The remarks go far in clearing up confusion over aspects of last year's reforms to the procedure for declarations of nullity. In apostolic letters issued on September 8, 2015, Pope Francis decreed a number of major changes, including shortening the length of time for the process as well as minimizing financial costs involved.
The letters also set forth the circumstances allowing for declarations of nullity. In particular, Article 14 in the section titled "The way of proceeding in cases regarding the declaration of the nullity of a marriage," lists, among multiple reasons to declare a marriage null, "the defect of faith which can generate simulation of consent or error that determines the will ... ."

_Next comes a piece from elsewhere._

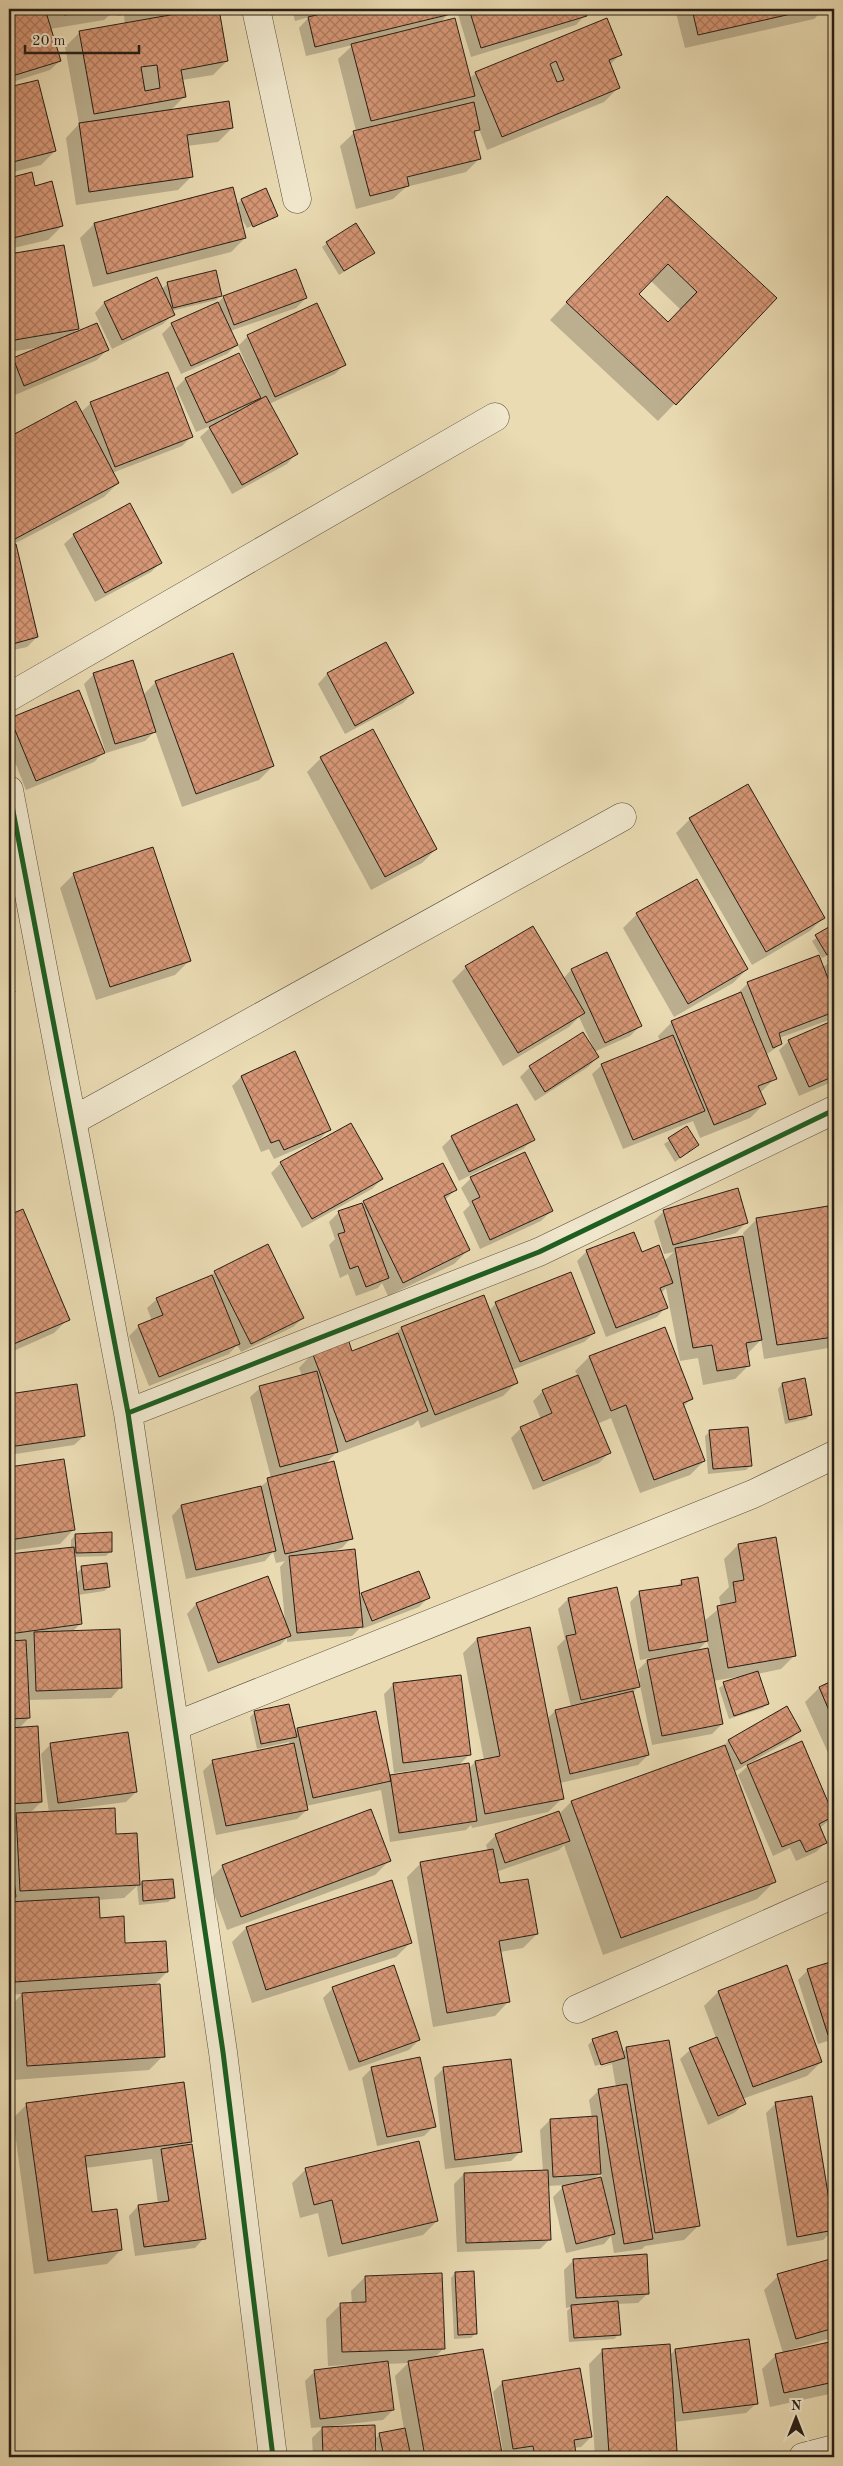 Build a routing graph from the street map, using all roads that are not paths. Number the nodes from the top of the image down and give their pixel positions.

Some commentators criticized this section in particular as a contradiction to "Familiaris Consortio," Pope St. John Paul II's apostolic exhortation on marriage, which acknowledged that "the faith of the person asking the Church for marriage can exist in different degrees."
Allowing the tribunal to determine the validity of marriage based on this criterion "would above all involve grave risks," Pope John Paul II cautioned, including "the risk of making unfounded and discriminatory judgments; ... the risk of causing doubts about the validity of marriages already celebrated, with grave harm to Christian communities, and new and unjustified anxieties to the consciences of married couples."
Pope Francis' remarks offered today to the Roman Rota appear to fall in line with "Familiaris Consortio," and raise the bar in the use of this criterion — the spouse's formation in the Faith — to determine competence to consent to marriage.